- YOUR GOAL:
The data is to be repeated exactly, with the images removed.

═════ DATA IN THIS EXERCISE ═════

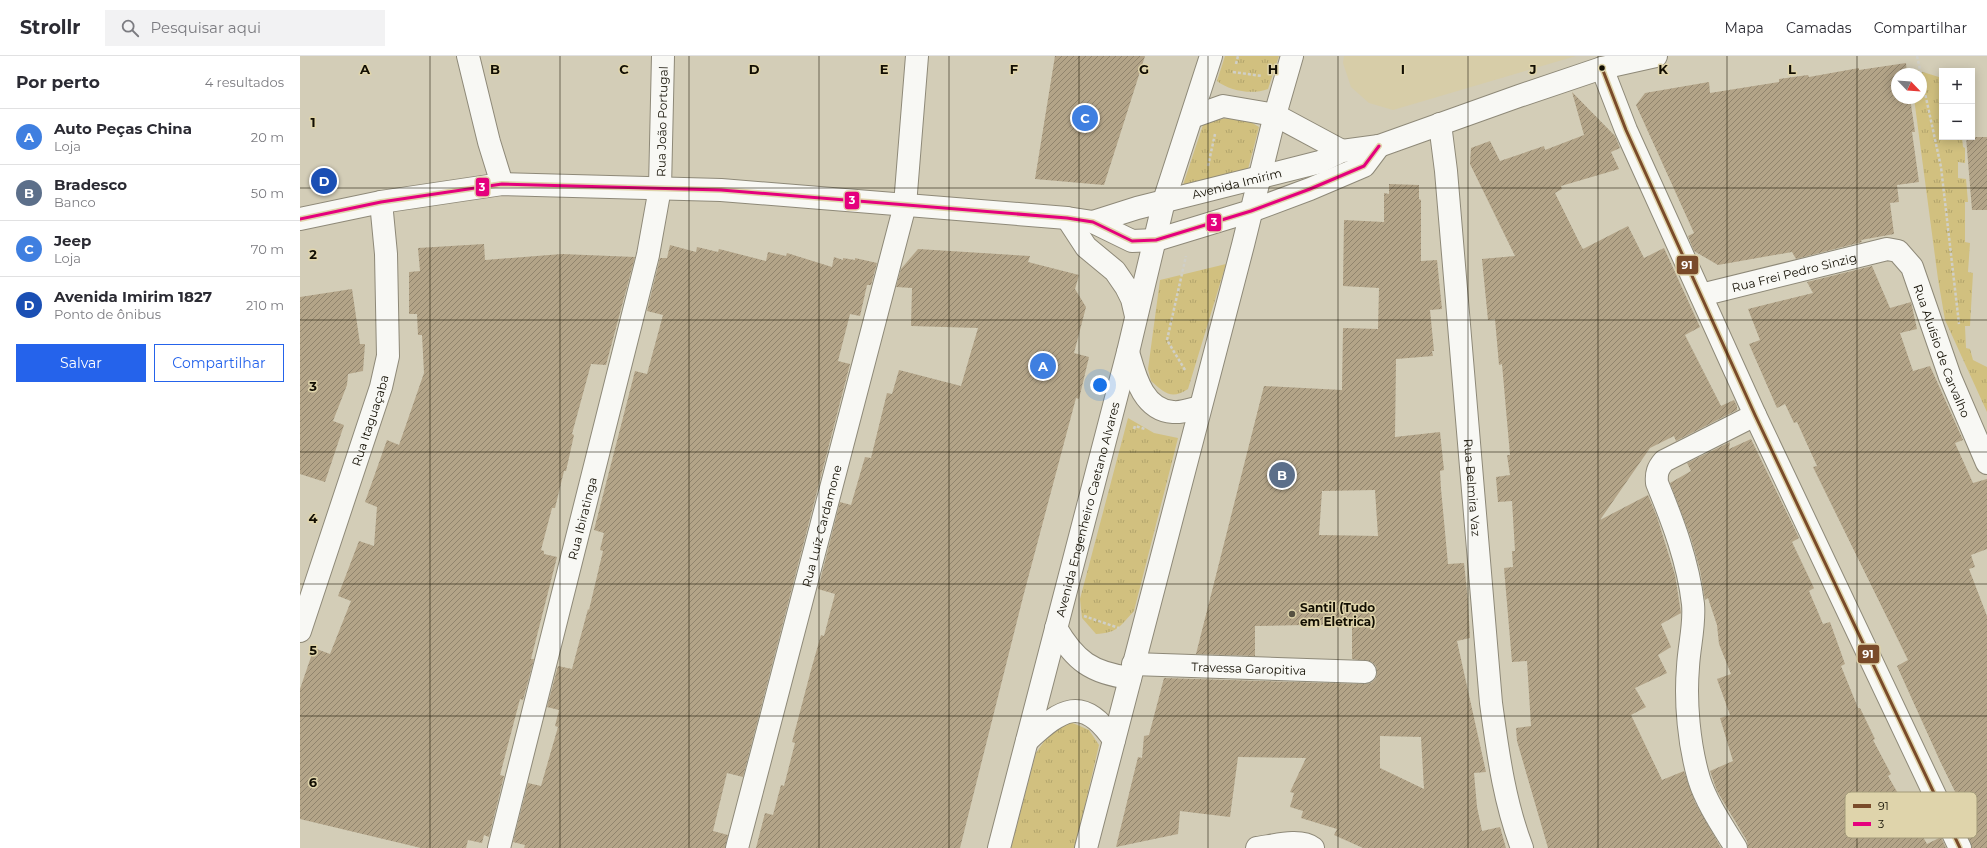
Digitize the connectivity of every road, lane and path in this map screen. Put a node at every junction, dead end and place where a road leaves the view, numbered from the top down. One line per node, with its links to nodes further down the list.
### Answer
1 (468, 56): 17 (street)
2 (663, 56): 18 (street, Rua João Portugal)
3 (917, 56): 21 (street, Rua Luíz Cardamone)
4 (1211, 56): 12 (street, Avenida Engenheiro Caetano Alvares)
5 (1292, 56): 10 (street)
6 (1656, 56): 8 (street, Avenida Imirim)
7 (1917, 56): 30 (path)
8 (1602, 68): 13 (street, Avenida Imirim); 28 (street)
9 (1233, 72): 10 (path)
10 (1285, 80): 11 (street)
11 (1275, 115): 12 (street); 15 (street); 16 (street)
12 (1192, 117): 19 (street, Avenida Engenheiro Caetano Alvares)
13 (1440, 124): 14 (street, Avenida Imirim); 49 (street, Rua Belmira Vaz)
14 (1379, 146): 15 (street, Avenida Imirim); 22 (street, Avenida Imirim)
15 (1342, 151): 16 (street, Avenida Imirim)
16 (1260, 179): 19 (street, Avenida Imirim); 22 (street)
17 (502, 184): 18 (street, Avenida Imirim); 20 (street, Avenida Imirim)
18 (660, 188): 21 (street, Avenida Imirim); 43 (street, Rua Ibiratinga)
19 (1164, 201): 25 (street, Avenida Imirim); 26 (street, Avenida Engenheiro Caetano Alvares)
20 (381, 202): 24 (street, Avenida Imirim); 36 (street, Rua Itaguaçaba)
21 (905, 205): 23 (street, Avenida Imirim); 44 (street, Rua Luíz Cardamone)
22 (1251, 212): 26 (street, Avenida Imirim); 32 (street)
23 (1067, 218): 25 (street, Avenida Imirim); 29 (street)
24 (300, 219)
25 (1093, 222): 26 (street, Avenida Imirim)
26 (1156, 240): 29 (street, Avenida Engenheiro Caetano Alvares)
27 (1887, 249): 28 (street, Rua Frei Pedro Sinzig); 34 (street, Rua Aluísio de Carvalho)
28 (1701, 294): 33 (street)
29 (1136, 317): 31 (street, Avenida Engenheiro Caetano Alvares)
30 (1959, 330)
31 (1128, 352): 32 (street); 35 (street, Avenida Engenheiro Caetano Alvares)
32 (1200, 407): 37 (street)
33 (1755, 415): 41 (street); 50 (street)
34 (1987, 463)
35 (1056, 628): 37 (street, Travessa Garopitiva); 40 (street, Avenida Engenheiro Caetano Alvares)
36 (300, 631)
37 (1132, 671): 38 (street, Travessa Garopitiva); 39 (street)
38 (1365, 672)
39 (1114, 740): 40 (street); 46 (street)
40 (1027, 741): 45 (street, Avenida Engenheiro Caetano Alvares)
41 (1933, 792)
42 (1955, 838): 51 (street)
43 (499, 848)
44 (738, 848)
45 (999, 848)
46 (1086, 848)
47 (1257, 848): 48 (street)
48 (1313, 848)
49 (1522, 848)
50 (1736, 848)
51 (1960, 848)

═════

- ANSWER BOX:
Digitize the connectivity of every road, lane and path in this map screen. Put a node at every junction, dead end and place where a road leaves the view, numbered from the top down. One line per node, with its links to nodes further down the list.
### Answer
1 (468, 56): 17 (street)
2 (663, 56): 18 (street, Rua João Portugal)
3 (917, 56): 21 (street, Rua Luíz Cardamone)
4 (1211, 56): 12 (street, Avenida Engenheiro Caetano Alvares)
5 (1292, 56): 10 (street)
6 (1656, 56): 8 (street, Avenida Imirim)
7 (1917, 56): 30 (path)
8 (1602, 68): 13 (street, Avenida Imirim); 28 (street)
9 (1233, 72): 10 (path)
10 (1285, 80): 11 (street)
11 (1275, 115): 12 (street); 15 (street); 16 (street)
12 (1192, 117): 19 (street, Avenida Engenheiro Caetano Alvares)
13 (1440, 124): 14 (street, Avenida Imirim); 49 (street, Rua Belmira Vaz)
14 (1379, 146): 15 (street, Avenida Imirim); 22 (street, Avenida Imirim)
15 (1342, 151): 16 (street, Avenida Imirim)
16 (1260, 179): 19 (street, Avenida Imirim); 22 (street)
17 (502, 184): 18 (street, Avenida Imirim); 20 (street, Avenida Imirim)
18 (660, 188): 21 (street, Avenida Imirim); 43 (street, Rua Ibiratinga)
19 (1164, 201): 25 (street, Avenida Imirim); 26 (street, Avenida Engenheiro Caetano Alvares)
20 (381, 202): 24 (street, Avenida Imirim); 36 (street, Rua Itaguaçaba)
21 (905, 205): 23 (street, Avenida Imirim); 44 (street, Rua Luíz Cardamone)
22 (1251, 212): 26 (street, Avenida Imirim); 32 (street)
23 (1067, 218): 25 (street, Avenida Imirim); 29 (street)
24 (300, 219)
25 (1093, 222): 26 (street, Avenida Imirim)
26 (1156, 240): 29 (street, Avenida Engenheiro Caetano Alvares)
27 (1887, 249): 28 (street, Rua Frei Pedro Sinzig); 34 (street, Rua Aluísio de Carvalho)
28 (1701, 294): 33 (street)
29 (1136, 317): 31 (street, Avenida Engenheiro Caetano Alvares)
30 (1959, 330)
31 (1128, 352): 32 (street); 35 (street, Avenida Engenheiro Caetano Alvares)
32 (1200, 407): 37 (street)
33 (1755, 415): 41 (street); 50 (street)
34 (1987, 463)
35 (1056, 628): 37 (street, Travessa Garopitiva); 40 (street, Avenida Engenheiro Caetano Alvares)
36 (300, 631)
37 (1132, 671): 38 (street, Travessa Garopitiva); 39 (street)
38 (1365, 672)
39 (1114, 740): 40 (street); 46 (street)
40 (1027, 741): 45 (street, Avenida Engenheiro Caetano Alvares)
41 (1933, 792)
42 (1955, 838): 51 (street)
43 (499, 848)
44 (738, 848)
45 (999, 848)
46 (1086, 848)
47 (1257, 848): 48 (street)
48 (1313, 848)
49 (1522, 848)
50 (1736, 848)
51 (1960, 848)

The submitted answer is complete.